● **What the exercise asks**
If a picture appears in the records below, drop it, and reproduce everything else exactly.

= = = =

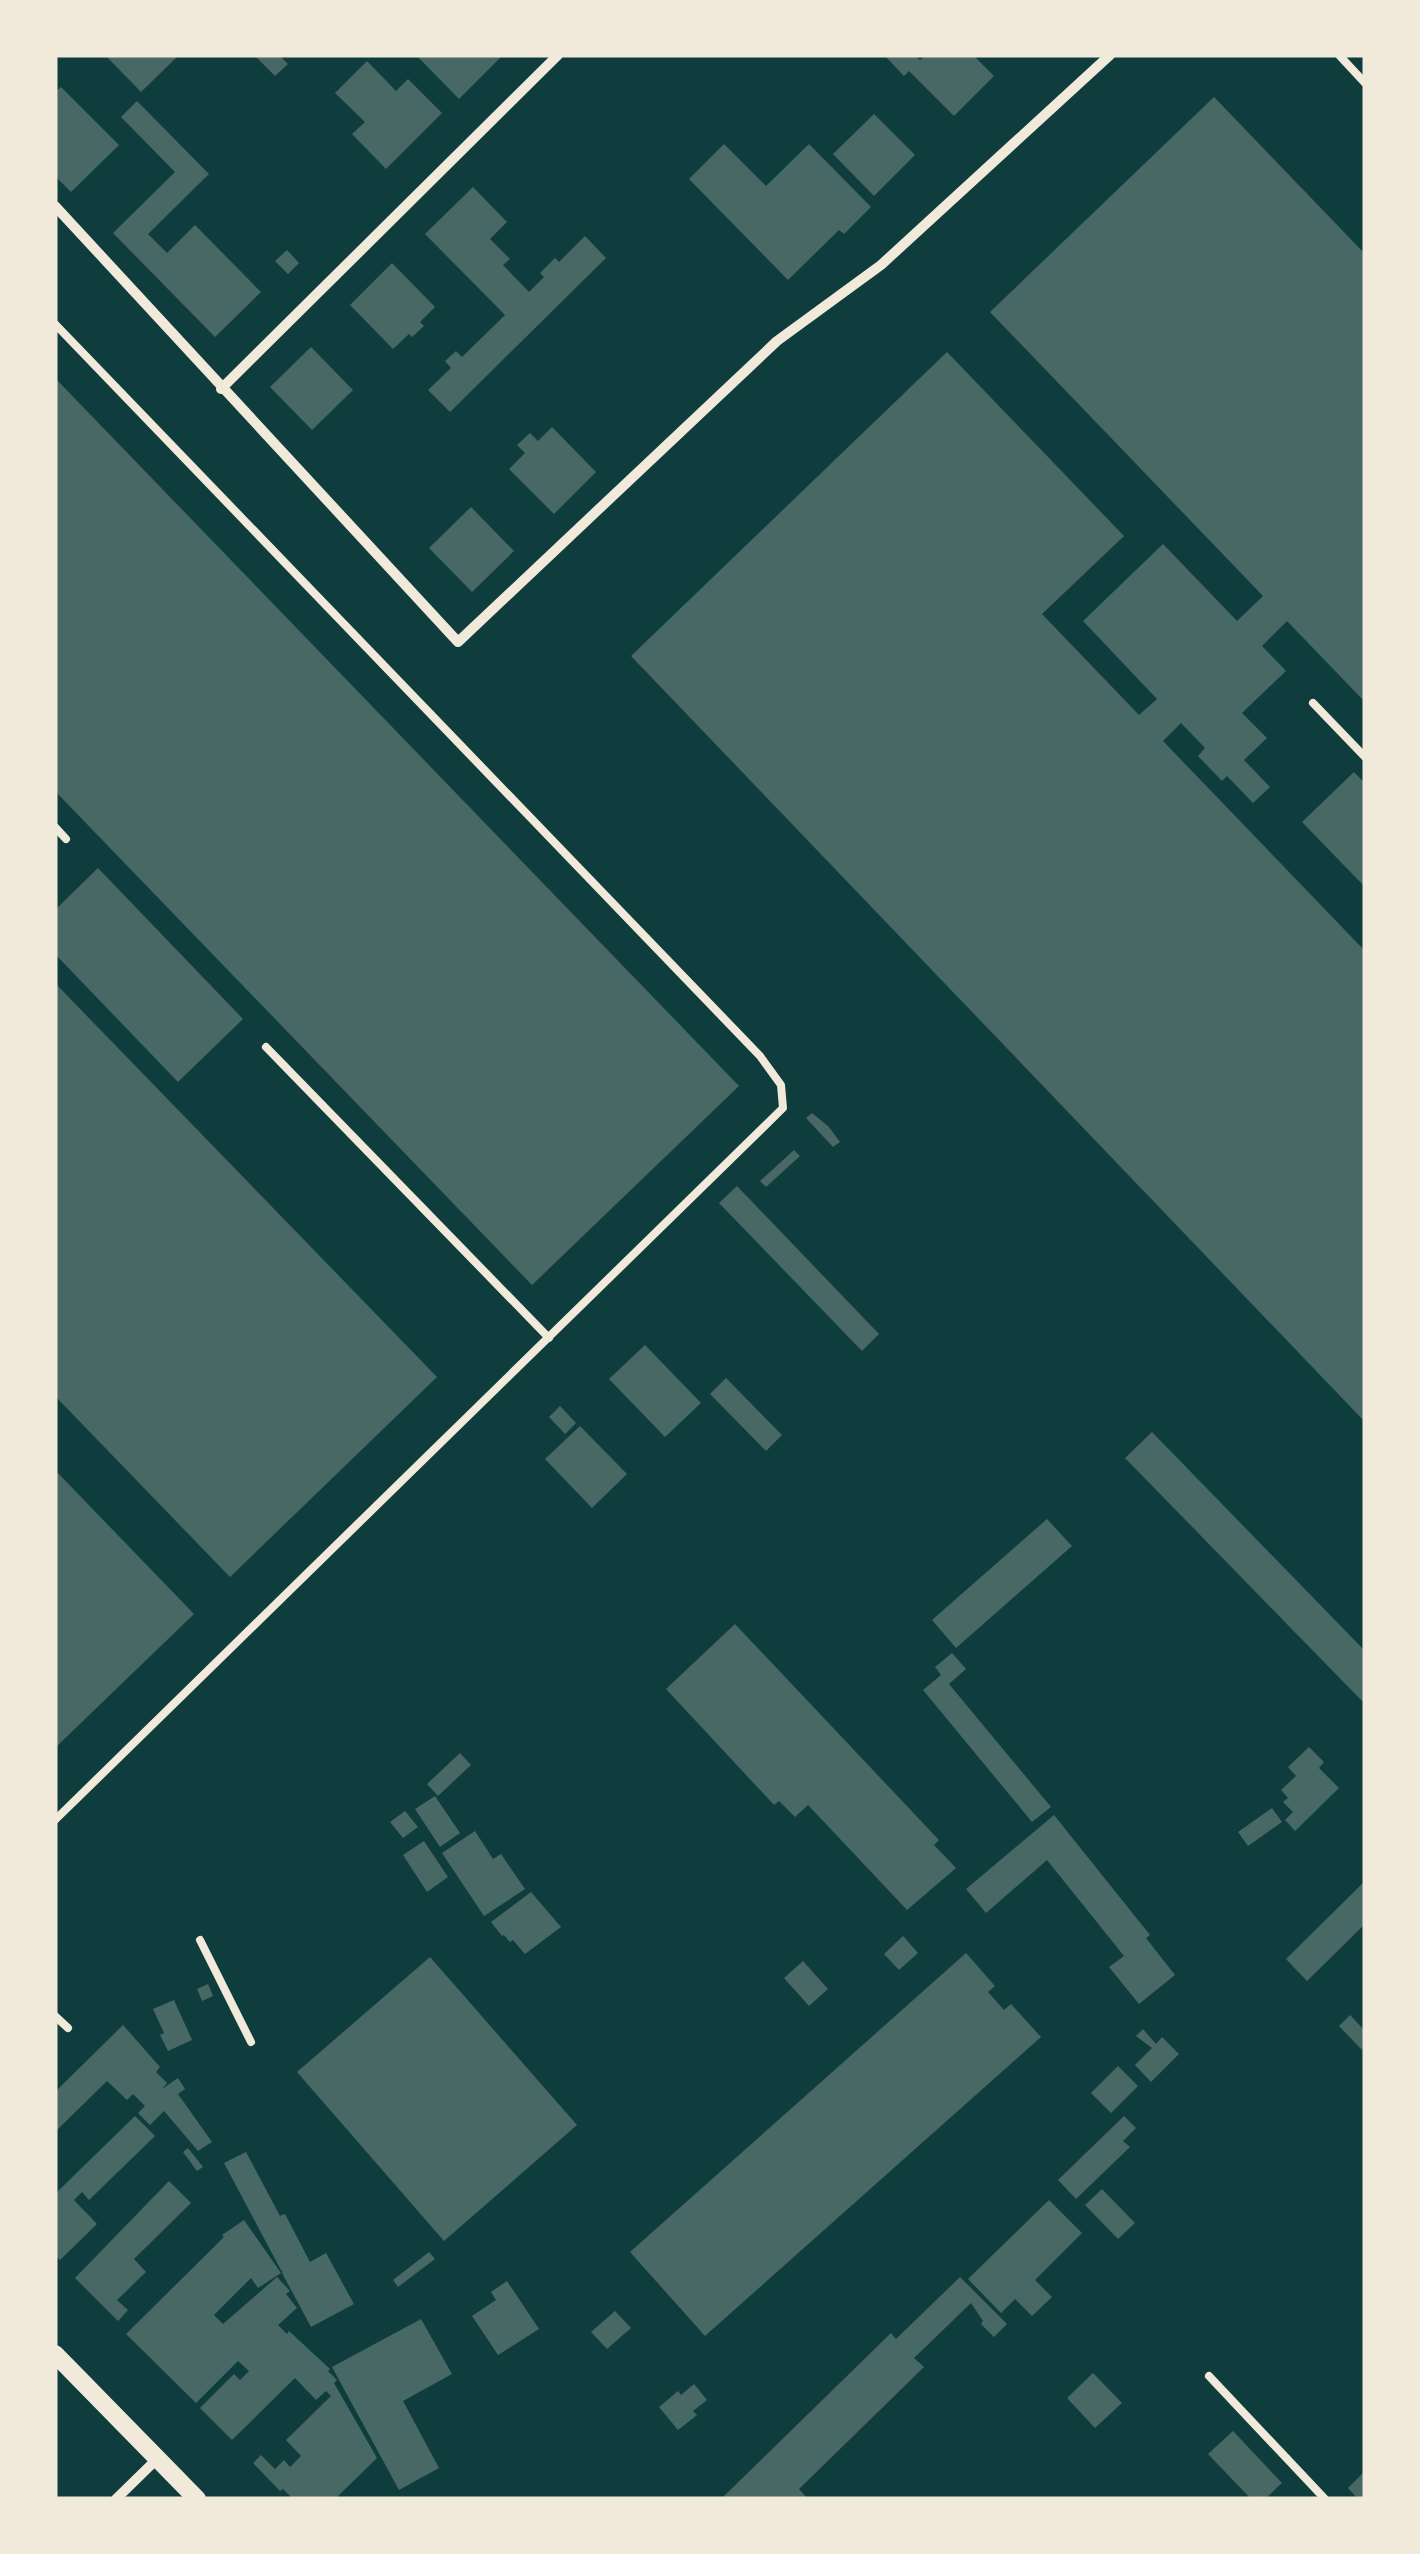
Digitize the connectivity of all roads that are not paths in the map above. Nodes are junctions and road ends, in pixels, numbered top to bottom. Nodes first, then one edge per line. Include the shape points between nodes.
1 (558, 55) edge
2 (1110, 55) edge
3 (1338, 55) edge
4 (1365, 83) edge
5 (55, 206) edge
6 (55, 324) edge
7 (221, 389) junction
8 (1313, 703) dead end
9 (1365, 757) edge
10 (55, 828) edge
11 (66, 839) dead end
12 (266, 1048) dead end
13 (548, 1338) junction
14 (55, 1820) edge
15 (200, 1940) dead end
16 (55, 2016) edge
17 (68, 2028) dead end
18 (250, 2042) dead end
19 (55, 2354) edge
20 (1209, 2376) dead end
21 (157, 2459) junction
22 (1316, 2489) junction
23 (116, 2499) edge
24 (197, 2499) edge
25 (1306, 2499) edge
26 (1325, 2499) edge

1 - 7 street
2 - 7 street via 880,266 778,341 458,642
3 - 4 lane
5 - 7 street
6 - 13 lane via 746,1041 781,1086 783,1108
8 - 9 lane
10 - 11 lane
12 - 13 lane
13 - 14 lane
15 - 18 lane
16 - 17 lane
19 - 21 street
20 - 22 lane
21 - 23 street
21 - 24 street
22 - 25 lane
22 - 26 lane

= = = =

● **Solved exercise**
Digitize the connectivity of all roads that are not paths in the map above. Nodes are junctions and road ends, in pixels, numbered top to bottom. Nodes first, then one edge per line. Include the shape points between nodes.
1 (558, 55) edge
2 (1110, 55) edge
3 (1338, 55) edge
4 (1365, 83) edge
5 (55, 206) edge
6 (55, 324) edge
7 (221, 389) junction
8 (1313, 703) dead end
9 (1365, 757) edge
10 (55, 828) edge
11 (66, 839) dead end
12 (266, 1048) dead end
13 (548, 1338) junction
14 (55, 1820) edge
15 (200, 1940) dead end
16 (55, 2016) edge
17 (68, 2028) dead end
18 (250, 2042) dead end
19 (55, 2354) edge
20 (1209, 2376) dead end
21 (157, 2459) junction
22 (1316, 2489) junction
23 (116, 2499) edge
24 (197, 2499) edge
25 (1306, 2499) edge
26 (1325, 2499) edge

1 - 7 street
2 - 7 street via 880,266 778,341 458,642
3 - 4 lane
5 - 7 street
6 - 13 lane via 746,1041 781,1086 783,1108
8 - 9 lane
10 - 11 lane
12 - 13 lane
13 - 14 lane
15 - 18 lane
16 - 17 lane
19 - 21 street
20 - 22 lane
21 - 23 street
21 - 24 street
22 - 25 lane
22 - 26 lane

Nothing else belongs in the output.